Collected data entries
________
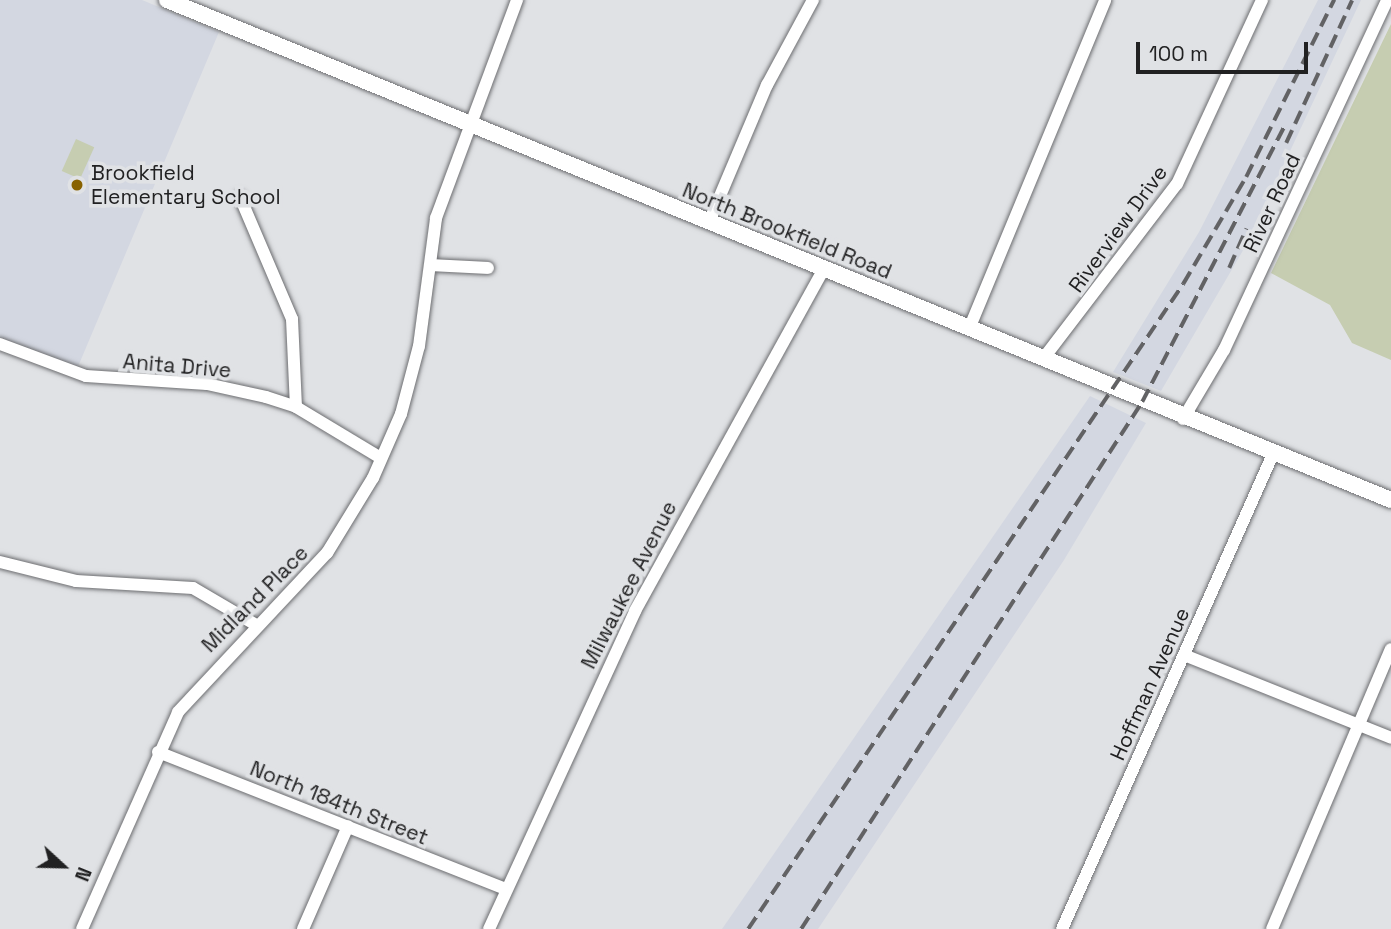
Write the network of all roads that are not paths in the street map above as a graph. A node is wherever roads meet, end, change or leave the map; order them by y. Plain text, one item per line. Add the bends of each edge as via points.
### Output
1 (167, 0) edge
2 (517, 0) edge
3 (813, 0) edge
4 (1105, 0) edge
5 (1262, 0) edge
6 (1387, 0) edge
7 (468, 125) junction
8 (240, 197) dead end
9 (709, 222) junction
10 (431, 265) junction
11 (488, 268) dead end
12 (824, 270) junction
13 (969, 329) junction
14 (0, 344) edge
15 (1043, 359) junction
16 (296, 407) junction
17 (1183, 419) junction
18 (1273, 454) junction
19 (381, 458) junction
20 (1391, 500) edge
21 (0, 562) edge
22 (258, 626) junction
23 (1391, 649) edge
24 (1184, 655) junction
25 (1357, 724) junction
26 (1391, 738) edge
27 (158, 752) junction
28 (348, 826) junction
29 (506, 889) junction
30 (82, 929) edge
31 (303, 929) edge
32 (489, 929) edge
33 (1062, 929) edge
34 (1272, 929) edge

1 - 7 street, North Brookfield Road
2 - 7 street, Midland Place
3 - 9 street via 767,85
4 - 13 street
5 - 15 street, Riverview Drive via 1177,184
6 - 17 street, River Road via 1224,350
7 - 9 street, North Brookfield Road
7 - 10 street, Midland Place via 436,218
8 - 16 street via 292,319 299,365
9 - 12 street, North Brookfield Road
10 - 11 street
10 - 19 street, Midland Place via 407,393
12 - 13 street, North Brookfield Road
12 - 29 street, Milwaukee Avenue via 635,611
13 - 15 street, North Brookfield Road
14 - 16 street, Anita Drive via 86,376 207,384
15 - 17 street, North Brookfield Road
16 - 19 street, Anita Drive
17 - 18 street, North Brookfield Road
18 - 20 street, North Brookfield Road
18 - 24 street, Hoffman Avenue
19 - 22 street, Midland Place via 327,553
21 - 22 street via 76,581 193,588
22 - 27 street, Midland Place via 185,700
23 - 25 street
24 - 25 street
24 - 33 street, Hoffman Avenue
25 - 26 street
25 - 34 street
27 - 28 street, North 184th Street
27 - 30 street, Midland Place
28 - 29 street, North 184th Street
28 - 31 street
29 - 32 street, Milwaukee Avenue

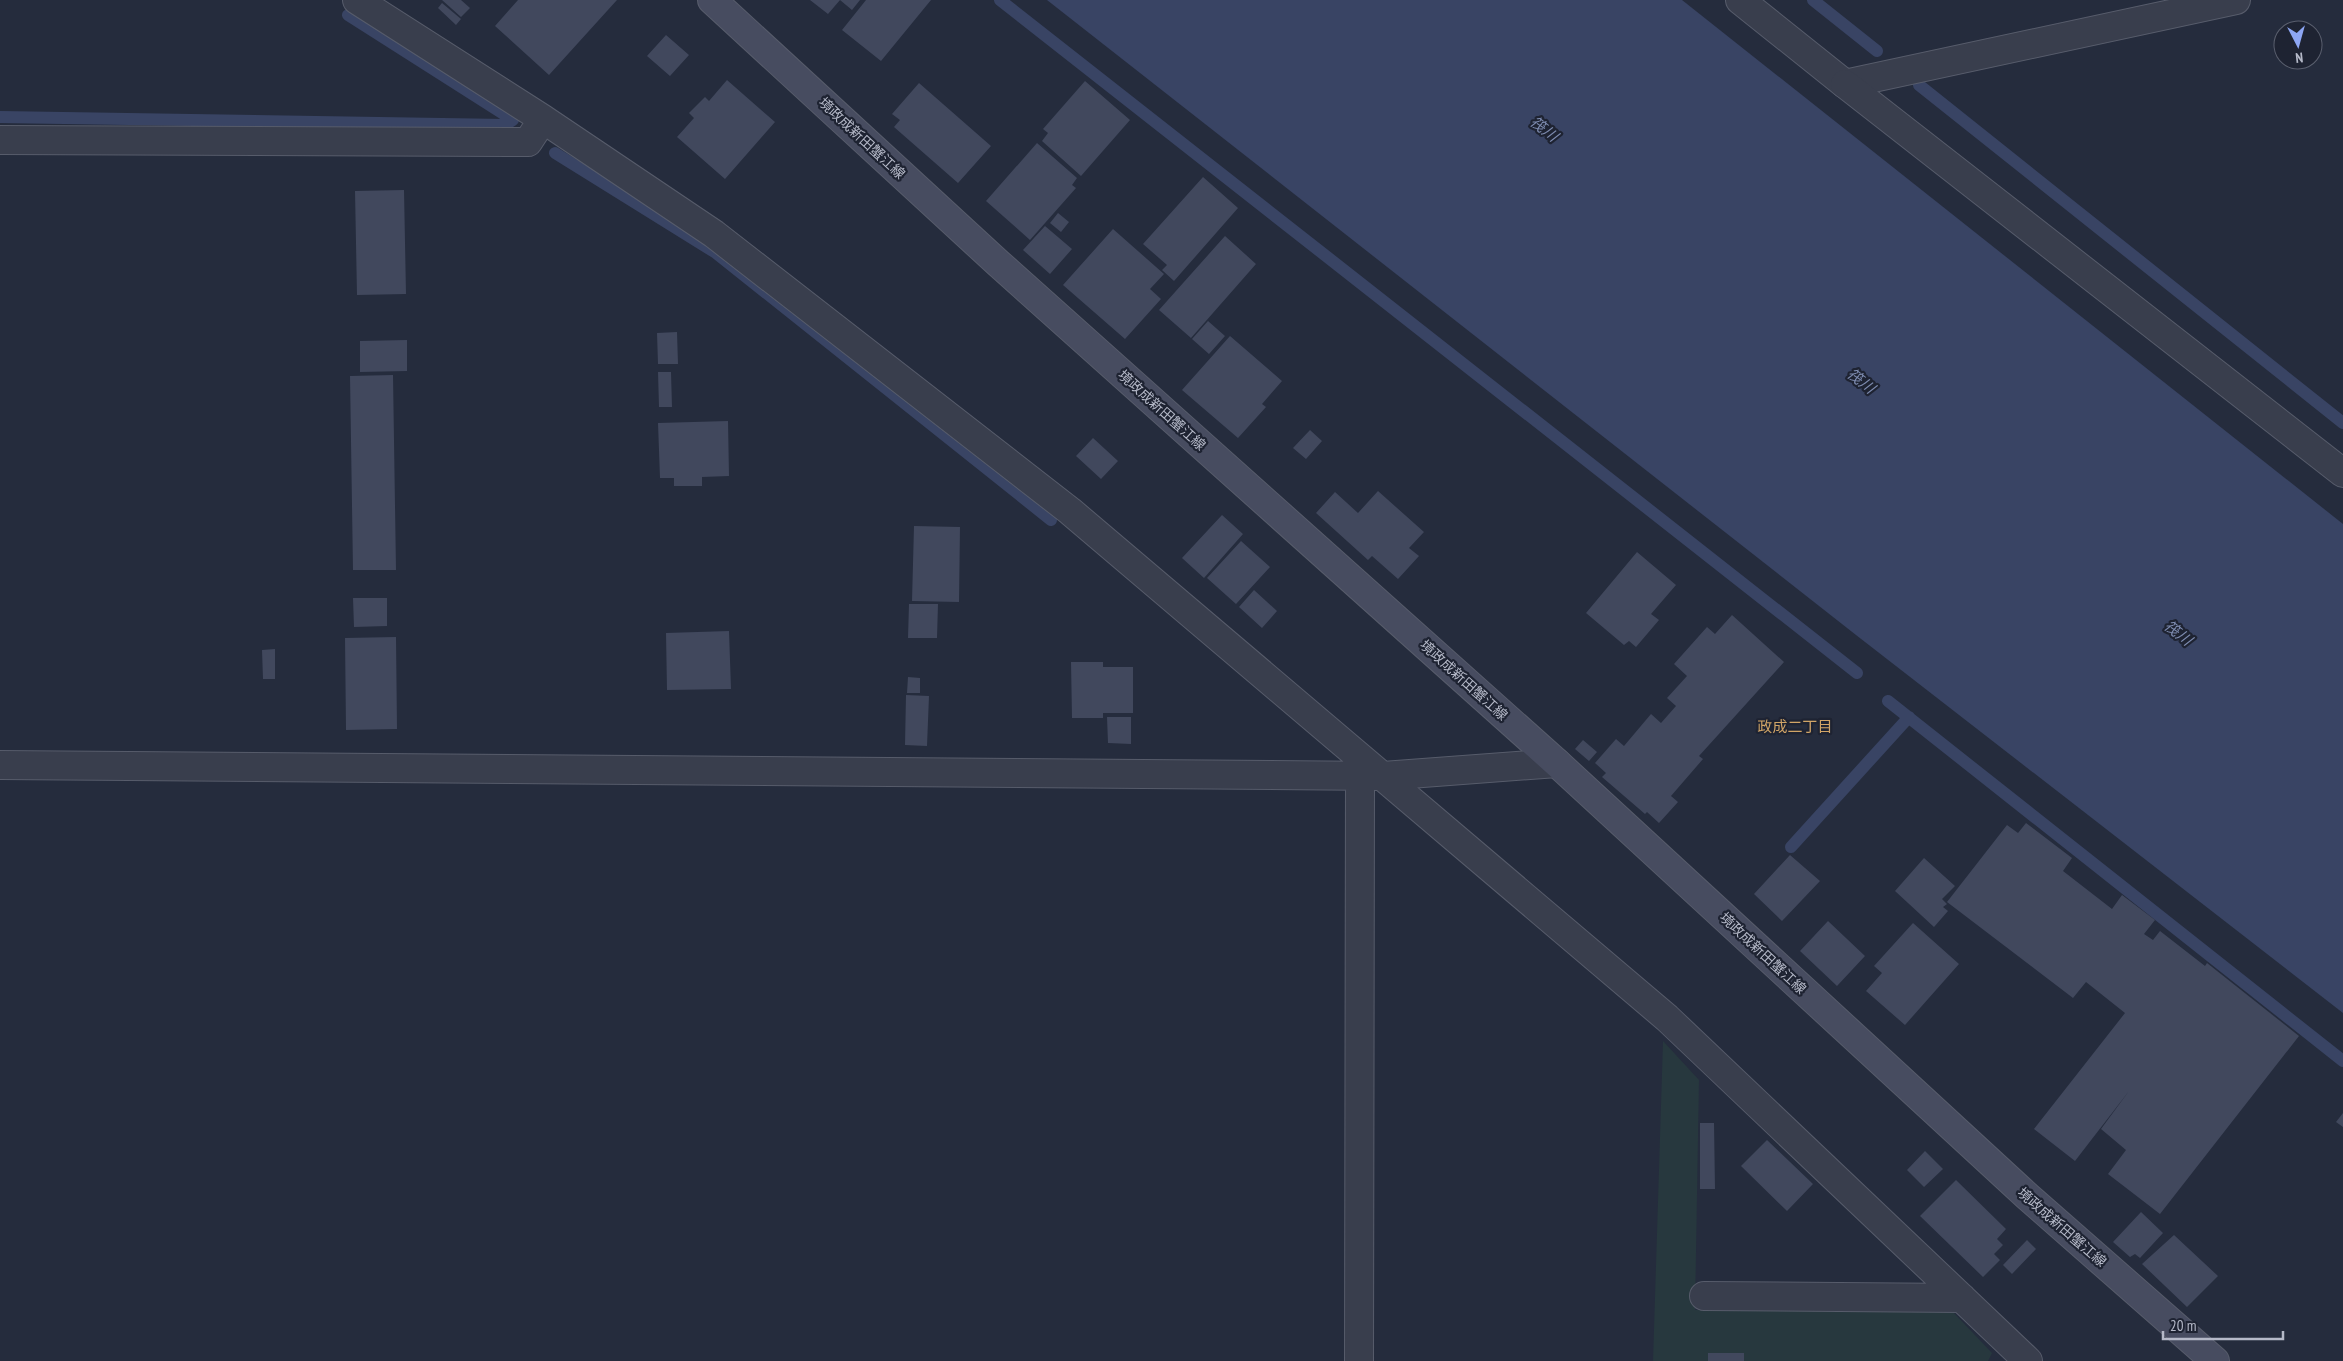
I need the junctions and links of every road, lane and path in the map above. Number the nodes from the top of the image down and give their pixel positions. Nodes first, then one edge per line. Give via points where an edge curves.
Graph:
________
EXERCISE PROMPT: Every entry above should be returned exactly, with no images included.

SOLUTION:
Write the network of all roads that are not paths in the street map above as a graph. A node is wherever roads meet, end, change or leave the map; order them by y. Plain text, one item per line. Add the bends of each edge as via points.
### Output
1 (167, 0) edge
2 (517, 0) edge
3 (813, 0) edge
4 (1105, 0) edge
5 (1262, 0) edge
6 (1387, 0) edge
7 (468, 125) junction
8 (240, 197) dead end
9 (709, 222) junction
10 (431, 265) junction
11 (488, 268) dead end
12 (824, 270) junction
13 (969, 329) junction
14 (0, 344) edge
15 (1043, 359) junction
16 (296, 407) junction
17 (1183, 419) junction
18 (1273, 454) junction
19 (381, 458) junction
20 (1391, 500) edge
21 (0, 562) edge
22 (258, 626) junction
23 (1391, 649) edge
24 (1184, 655) junction
25 (1357, 724) junction
26 (1391, 738) edge
27 (158, 752) junction
28 (348, 826) junction
29 (506, 889) junction
30 (82, 929) edge
31 (303, 929) edge
32 (489, 929) edge
33 (1062, 929) edge
34 (1272, 929) edge

1 - 7 street, North Brookfield Road
2 - 7 street, Midland Place
3 - 9 street via 767,85
4 - 13 street
5 - 15 street, Riverview Drive via 1177,184
6 - 17 street, River Road via 1224,350
7 - 9 street, North Brookfield Road
7 - 10 street, Midland Place via 436,218
8 - 16 street via 292,319 299,365
9 - 12 street, North Brookfield Road
10 - 11 street
10 - 19 street, Midland Place via 407,393
12 - 13 street, North Brookfield Road
12 - 29 street, Milwaukee Avenue via 635,611
13 - 15 street, North Brookfield Road
14 - 16 street, Anita Drive via 86,376 207,384
15 - 17 street, North Brookfield Road
16 - 19 street, Anita Drive
17 - 18 street, North Brookfield Road
18 - 20 street, North Brookfield Road
18 - 24 street, Hoffman Avenue
19 - 22 street, Midland Place via 327,553
21 - 22 street via 76,581 193,588
22 - 27 street, Midland Place via 185,700
23 - 25 street
24 - 25 street
24 - 33 street, Hoffman Avenue
25 - 26 street
25 - 34 street
27 - 28 street, North 184th Street
27 - 30 street, Midland Place
28 - 29 street, North 184th Street
28 - 31 street
29 - 32 street, Milwaukee Avenue

I need the junctions and links of every road, lane and path in the map above. Number the nodes from the top of the image down and give their pixel positions. Nodes first, then one edge per line. Give via points where an edge curves.
Graph:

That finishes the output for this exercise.